Les professionnels du reportage savent qu'un mouvement peut être "refait" quand il est raté. Franchement, il fallait refaire le coup du biscuit que Sellal donne, d'abord, à Gaïd Salah puis à Bouteflika. Que nous apprend cette image ? Que le chef d'état-major de l'armée est plus important que le Président ? Il fallait scénariser cette rencontre car, de toute évidence, elle n'était pas naturelle. Ce n'était pas un reportage sur la vraie convalescence d'Abdelaziz Bouteflia mais un message. Même dans ce cas, il fallait le travailler dans ses moindres plans, car il y avait un autre détail préjudiciable, les microphones. Montage rime aussi avec mixage. Dans le salon, il y avait des perches tendues vers nos trois personnages. Visiblement, des microphones de bonne qualité. Le résultat final relevait plus du cinéma muet (toutes proportions gardées) que du reportage moderne. Les frères Lumière ont projeté leurs premiers films muets en 1895 ! Il y a des chefs-d'œuvre dans le cinéma muet mais "Bouteflika aux Invalides" n'en fait pas partie. Son réalisateur peut à peine concourir dans la catégorie des amateurs inter-quartiers. Ce réalisateur, présumé coupable d'amateurisme, aurait dû savoir qu'une image silencieuse risquait d'être plus forte.
 
24 heures pour obtenir ce carnage 
Le monde entier attendait ces images. Le moindre détail apparaissant sur l'écran avait son importance. Le moindre geste. Les meubles, la décoration et la robe de chambre couleur corbeau du Président.
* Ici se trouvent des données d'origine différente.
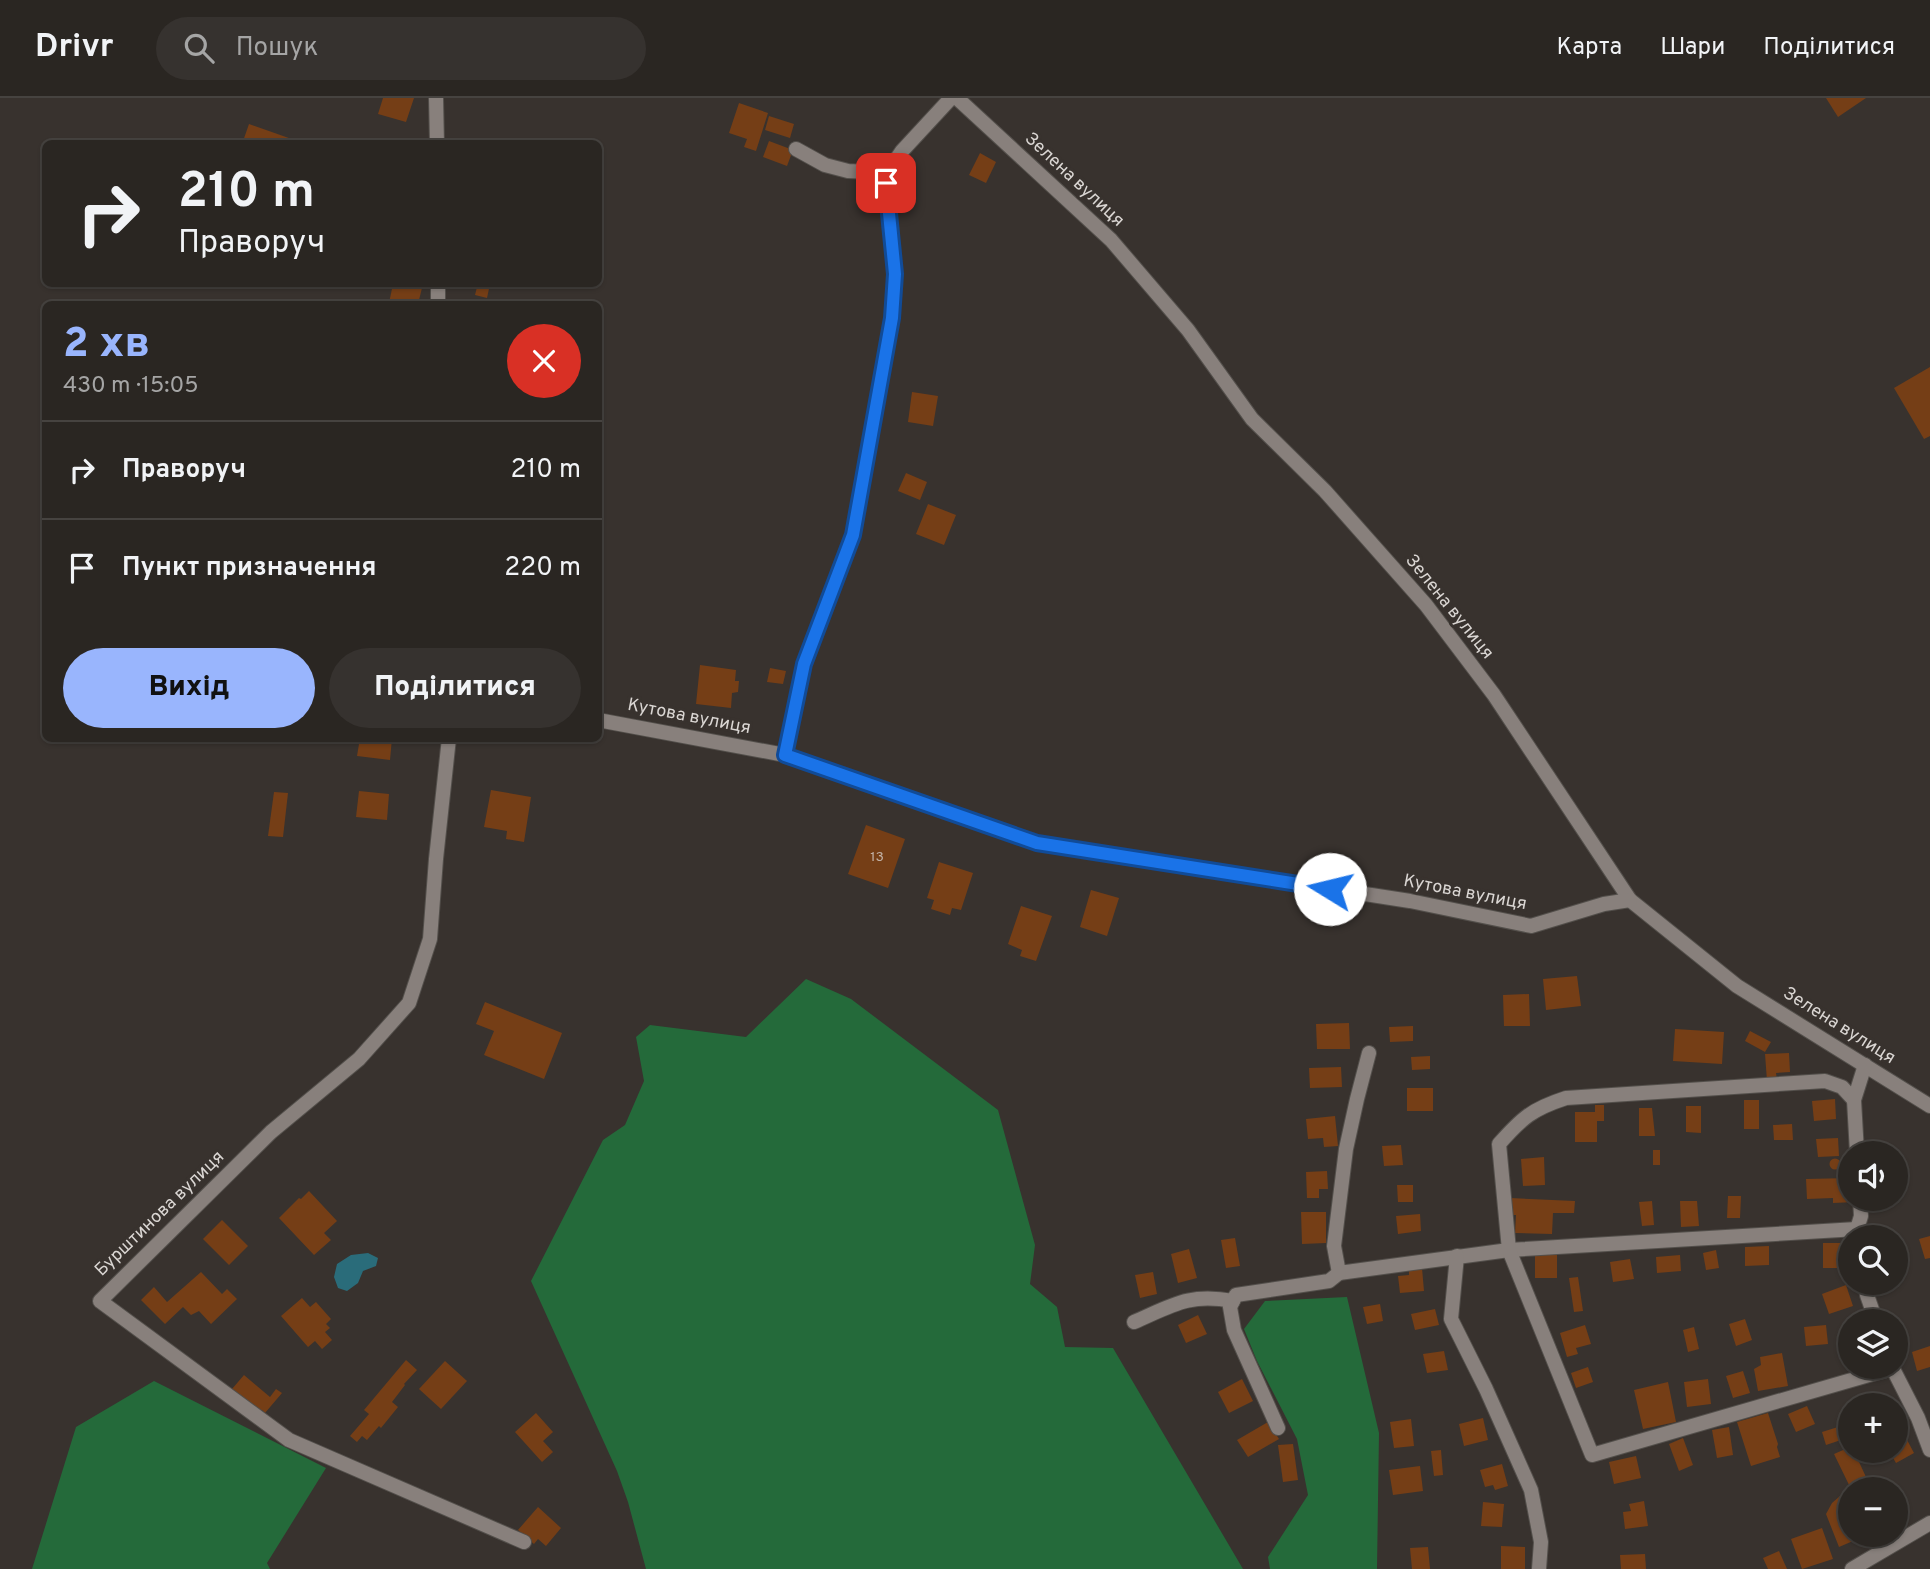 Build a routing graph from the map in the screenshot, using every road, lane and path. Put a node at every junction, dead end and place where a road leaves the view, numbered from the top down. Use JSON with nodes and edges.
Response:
{"nodes":[{"id":1,"x":436,"y":98,"type":"edge"},
{"id":2,"x":951,"y":98,"type":"edge"},
{"id":3,"x":957,"y":98,"type":"edge"},
{"id":4,"x":437,"y":140,"type":"edge"},
{"id":5,"x":796,"y":149,"type":"dead end"},
{"id":6,"x":889,"y":173,"type":"junction"},
{"id":7,"x":602,"y":721,"type":"edge"},
{"id":8,"x":449,"y":742,"type":"edge"},
{"id":9,"x":785,"y":755,"type":"junction"},
{"id":10,"x":1630,"y":900,"type":"junction"},
{"id":11,"x":1369,"y":1053,"type":"dead end"},
{"id":12,"x":1865,"y":1065,"type":"junction"},
{"id":13,"x":1854,"y":1100,"type":"junction"},
{"id":14,"x":1930,"y":1106,"type":"edge"},
{"id":15,"x":1856,"y":1141,"type":"edge"},
{"id":16,"x":1838,"y":1234,"type":"edge"},
{"id":17,"x":1509,"y":1250,"type":"junction"},
{"id":18,"x":1457,"y":1256,"type":"junction"},
{"id":19,"x":1339,"y":1273,"type":"junction"},
{"id":20,"x":1233,"y":1301,"type":"junction"},
{"id":21,"x":1134,"y":1322,"type":"dead end"},
{"id":22,"x":1851,"y":1379,"type":"edge"},
{"id":23,"x":1898,"y":1379,"type":"edge"},
{"id":24,"x":1278,"y":1429,"type":"dead end"},
{"id":25,"x":1930,"y":1450,"type":"edge"},
{"id":26,"x":1930,"y":1522,"type":"edge"},
{"id":27,"x":524,"y":1542,"type":"dead end"},
{"id":28,"x":1538,"y":1569,"type":"edge"},
{"id":29,"x":1852,"y":1569,"type":"edge"}],
"edges":[{"from":1,"to":4,"type":"street"},
{"from":2,"to":6,"type":"street"},
{"from":3,"to":10,"type":"street","name":"Зелена вулиця"},
{"from":5,"to":6,"type":"street"},
{"from":6,"to":9,"type":"street"},
{"from":7,"to":9,"type":"street","name":"Кутова вулиця"},
{"from":8,"to":27,"type":"street","name":"Бурштинова вулиця"},
{"from":9,"to":10,"type":"street","name":"Кутова вулиця"},
{"from":10,"to":12,"type":"street","name":"Зелена вулиця"},
{"from":11,"to":19,"type":"street"},
{"from":12,"to":13,"type":"street"},
{"from":12,"to":14,"type":"street","name":"Зелена вулиця"},
{"from":13,"to":15,"type":"street"},
{"from":13,"to":17,"type":"street"},
{"from":16,"to":17,"type":"street"},
{"from":17,"to":18,"type":"street"},
{"from":17,"to":22,"type":"street"},
{"from":18,"to":19,"type":"street"},
{"from":18,"to":28,"type":"street"},
{"from":19,"to":20,"type":"street"},
{"from":20,"to":21,"type":"street"},
{"from":20,"to":24,"type":"street"},
{"from":23,"to":25,"type":"street"},
{"from":26,"to":29,"type":"street"}]}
N'avez-vous pas vu le survêtement de Fidel Castro ? (la comparaison s'arrête à ce niveau et il n'est pas question, ici, de comparer Raúl Castro à qui que ce soit en Algérie). Hugo Chavez a géré son image dignement et de manière assez professionnelle jusqu'à la fin.
Nous avons attendu près de 24 heures pour obtenir ce carnage (ça rime aussi avec montage). Ce qu'il aurait fallu faire pour montrer le Président à son avantage ? Cacher les microphones, par exemple. Ils ont ouvert notre appétit auditif et accentué notre frustration. Les perches nous ont donné envie d'écouter les voix des intervenants. Vingt secondes d'Abdelaziz Bouteflika auraient suffi pour sauver le reportage. Il aurait peut-être fallu brancher des microphones HF à Sellal, à Gaïd Salah ou à Bouteflika, lui-même. Bref, il nous fallait du son, même en ambiance seulement.
Il est clair que ceux qui "conseillent" le Président en matière de communication ont eux-même besoin de conseils. Ils sont peut-être rusés dans certains domaines, mais sûrement en communication audiovisuelle. Cette fable nous fait penser au renard qui voulait arnaquer le corbeau en lui disant :
"Sans mentir, si votre ramage
Se rapporte à votre plumage,
Vous êtes le Phénix des hôtes de ces bois".
(Plumage et ramage riment aussi avec montage).
Faute d'avoir récupéré le fromage, le renard à décidé de donner le corbeau en spectacle. Il lui a envoyé une équipe de télévision. Montage rime aussi avec ratage.